Hypoxia‐induced secretion of serotonin from intact pulmonary neuroepithelial bodies in neonatal rabbit

Abstract

We examined the effects of hypoxia on the release of serotonin (5-HT) from intact neuroepithelial body cells (NEB), presumed airway chemoreceptors, in rabbit lung slices, using amperometry with carbon fibre microelectrodes. Under normoxia (P_O2∼155 mmHg; 1 mmHg ≈133 Pa), most NEB cells did not exhibit detectable secretory activity; however, hypoxia elicited a dose-dependent (P_O2 range 95–18 mmHg), tetrodotoxin (TTX)-sensitive stimulation of spike-like exocytotic events, indicative of vesicular amine release. High extracellular K⁺ (50 mm) induced a secretory response similar to that elicited by severe hypoxia. Exocytosis was stimulated in normoxic NEB cells after exposure to tetraethylammonium (20 mm) or 4-aminopyridine (2 mm). Hypoxia-induced secretion was abolished by the non-specific Ca²⁺ channel blocker Cd²⁺ (100 μm).
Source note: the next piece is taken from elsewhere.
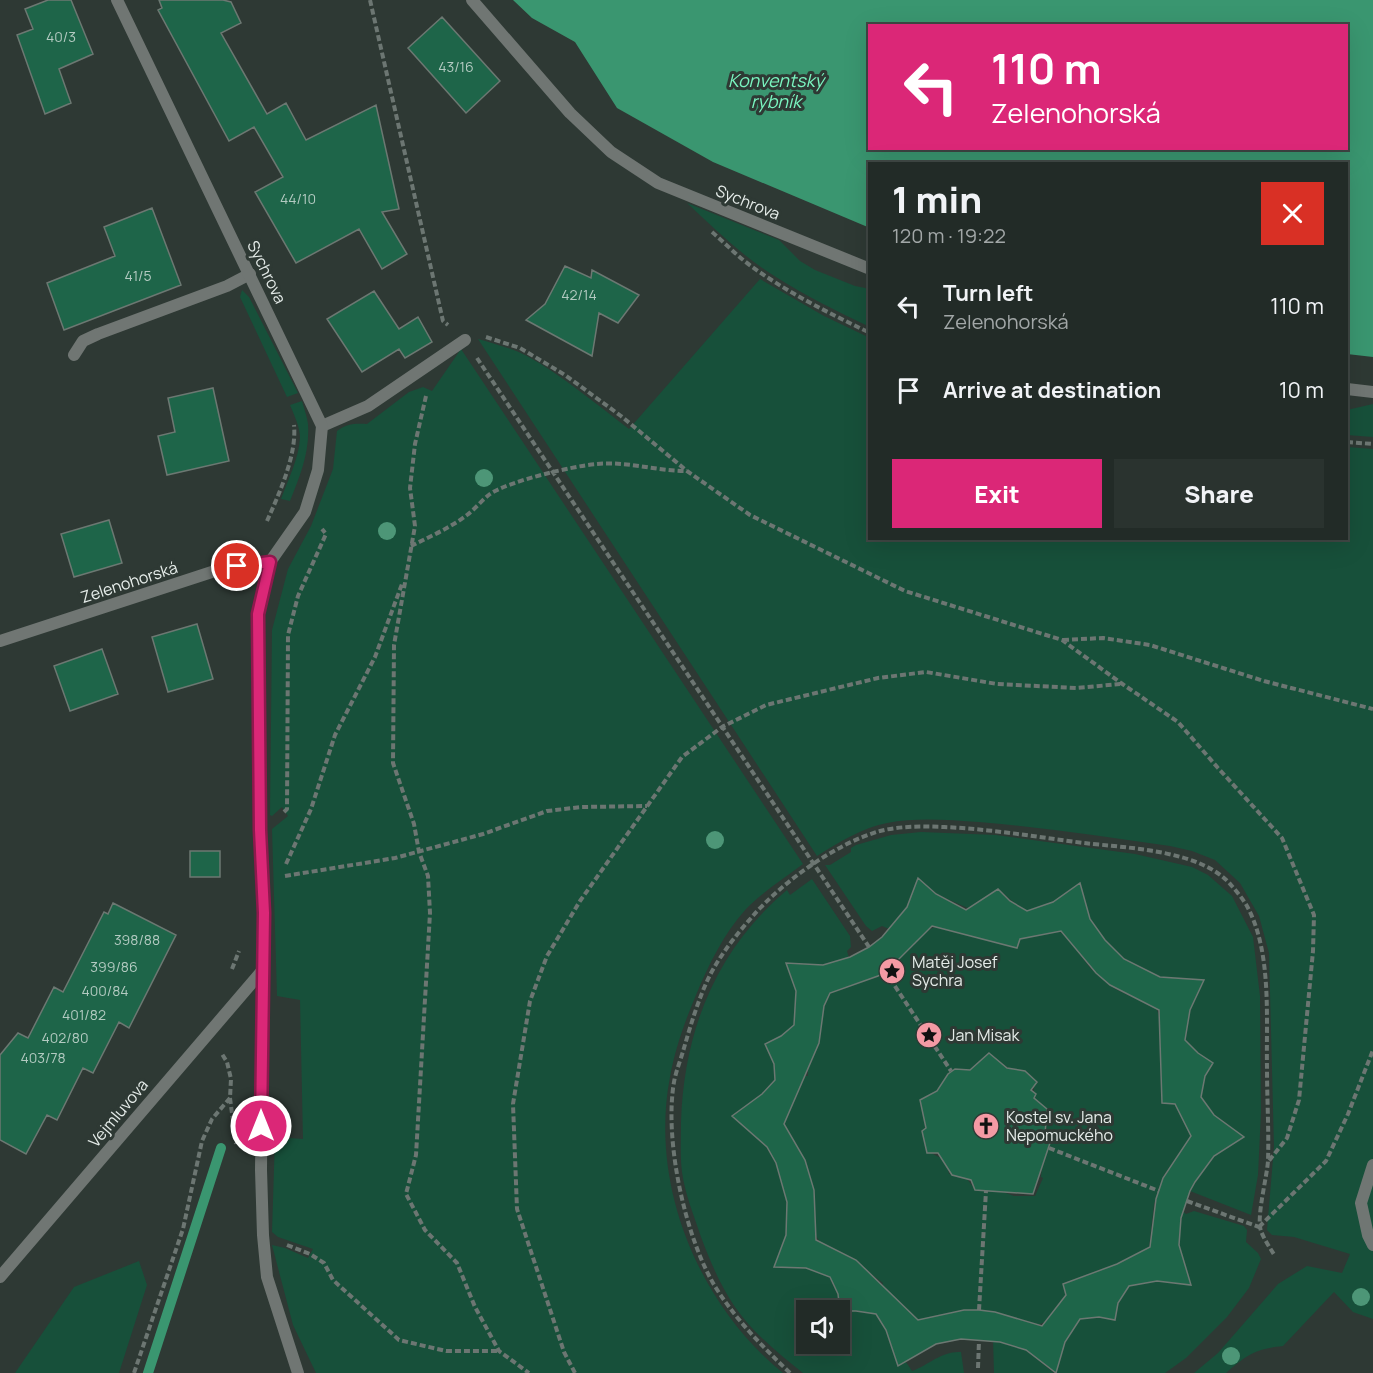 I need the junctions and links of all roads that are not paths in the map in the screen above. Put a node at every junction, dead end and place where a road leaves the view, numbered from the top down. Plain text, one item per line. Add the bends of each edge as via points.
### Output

Secretion was also largely inhibited by the L-type Ca²⁺ channel blocker nifedipine (2 μm), but not by the N-type Ca²⁺ channel blocker ω-conotoxin GVIA (1 μm). The 5-HT₃ receptor blocker ICS 205 930 also inhibited secretion from NEB cells under hypoxia. These results suggest that hypoxia stimulates 5-HT secretion from intact NEBs via inhibition of K⁺ channels, augmentation of Na⁺-dependent action potentials and calcium entry through L-type Ca²⁺ channels, as well as by positive feedback activation of 5-HT₃ autoreceptors.